How to Lose Titles & Influence People – The Arsene Wenger Story
It’s not often in modern-day football that a manager can go 8 years, 9 months and 27 days without winning anything and still keep their job. But that’s precisely what Arsene Wenger has done, as he embarks on his 1000th game in charge of Arsenal this weekend.
March 21st, 2014
You have to hand it to Arsene Wenger – for a man who hasn’t won a trophy in eight years and seemingly has a transfer policy of buying unknown, young, raw players and teaching them the ‘Arsenal Way’, he’s certainly done well to hold down a job at one of England’s top clubs. With managers getting sacked for spending too much (Malkay Mackay, AVB) and winning too much (Roberto di Matteo, Champions League, anyone?) it’s interesting to see that the Frenchman’s influence at Arsenal is so great that year after year he avoids the sack, despite not producing the goods on the field.
Of course there’s no mocking a Champions League place every year – as a fan of a lowly Championship side, I can certainly appreciate how good an away day at Plzen must be – however after seasons of great success, including ‘The Invincibles’, I feel Arsenal fans would have expected more over the past 8 years. Arguably, they now settle for 3rd or 4th and think that’s acceptable. It’s only since Spurs have started to mount a serious challenge for a European spot that Arsenal fans have actually sat up and realized their finishing positions simply aren’t good enough.
There’s no doubt Wenger produced some fantastic results in the late nineties and early noughties, but we have to remember that he inherited a team of fighters in the likes of Tony Adams, Lee Dixon and David Seaman, who gave Wenger the perfect mix of experienced hard men to mould his French youngsters around. The likes of Patrick Viera, Emmanuel Petit, Thierry Henry and Robert Pires joined the club for relatively little money and helped them capture a double, all whilst remaining unbeaten in the league. However once these players either moved on or retired, he has failed to build on that success.
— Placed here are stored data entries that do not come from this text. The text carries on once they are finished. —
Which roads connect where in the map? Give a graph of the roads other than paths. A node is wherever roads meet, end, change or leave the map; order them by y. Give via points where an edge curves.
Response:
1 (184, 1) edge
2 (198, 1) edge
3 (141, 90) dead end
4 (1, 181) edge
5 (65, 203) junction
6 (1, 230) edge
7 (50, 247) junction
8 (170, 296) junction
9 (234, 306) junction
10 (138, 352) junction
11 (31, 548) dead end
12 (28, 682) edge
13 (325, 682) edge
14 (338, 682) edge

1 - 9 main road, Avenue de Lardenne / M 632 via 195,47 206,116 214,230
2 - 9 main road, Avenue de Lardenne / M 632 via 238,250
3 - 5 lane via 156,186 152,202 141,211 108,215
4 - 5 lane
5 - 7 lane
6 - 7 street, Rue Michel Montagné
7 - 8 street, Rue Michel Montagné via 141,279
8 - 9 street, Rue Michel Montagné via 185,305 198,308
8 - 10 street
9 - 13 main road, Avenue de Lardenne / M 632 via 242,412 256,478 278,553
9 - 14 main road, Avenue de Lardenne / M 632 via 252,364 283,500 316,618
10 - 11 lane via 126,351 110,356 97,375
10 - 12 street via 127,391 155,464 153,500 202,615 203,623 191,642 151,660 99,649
It’s not that he didn’t sign quality youngsters – however signings such as Cesc Fabregas, Samir Nasri, Gael Clichy, and even Robin van Persie left the club in controversial circumstances. I find it hard to believe that money was the overriding factor; these were talented, dare I say some are world class, players who wanted the success Arsenal couldn’t provide them. With money playing an ever more important role in football, I believe Arsene Wenger is behind the times. Transfer fees over £20 million are ever more common, and yet it would appear that aside from Mesut Ozil, Wenger still thinks it’s 1998 and he can pick up players for £500,000 and an autograph on a tissue.
This unwillingness to change his ways has no doubt cost Arsenal, maybe not financially, but certainly in terms of success. Unfortunately there is now precious little time to develop youngsters in an industry that has become a) more competitive and b) more dependent on short-term success, and yet Wenger’s policy has remained unwavering – buy young, develop them.
The facts don’t lie – a club like Arsenal should not have had such a long spell without a trophy. With their season seemingly spluttering to an inevitable top 4 finish, I applaud Arsene for his staying power – there aren’t many managers who remain at a club as long as he has nowadays. But there might be a good reason for that. Maybe, just maybe, the best thing for Arsenal Football Club would be to have Wenger gracefully bow out, and be replaced by somebody who’s a little more up-to-date. He has continued to stick to his guns, which is admirable, but times change – Wenger hasn’t.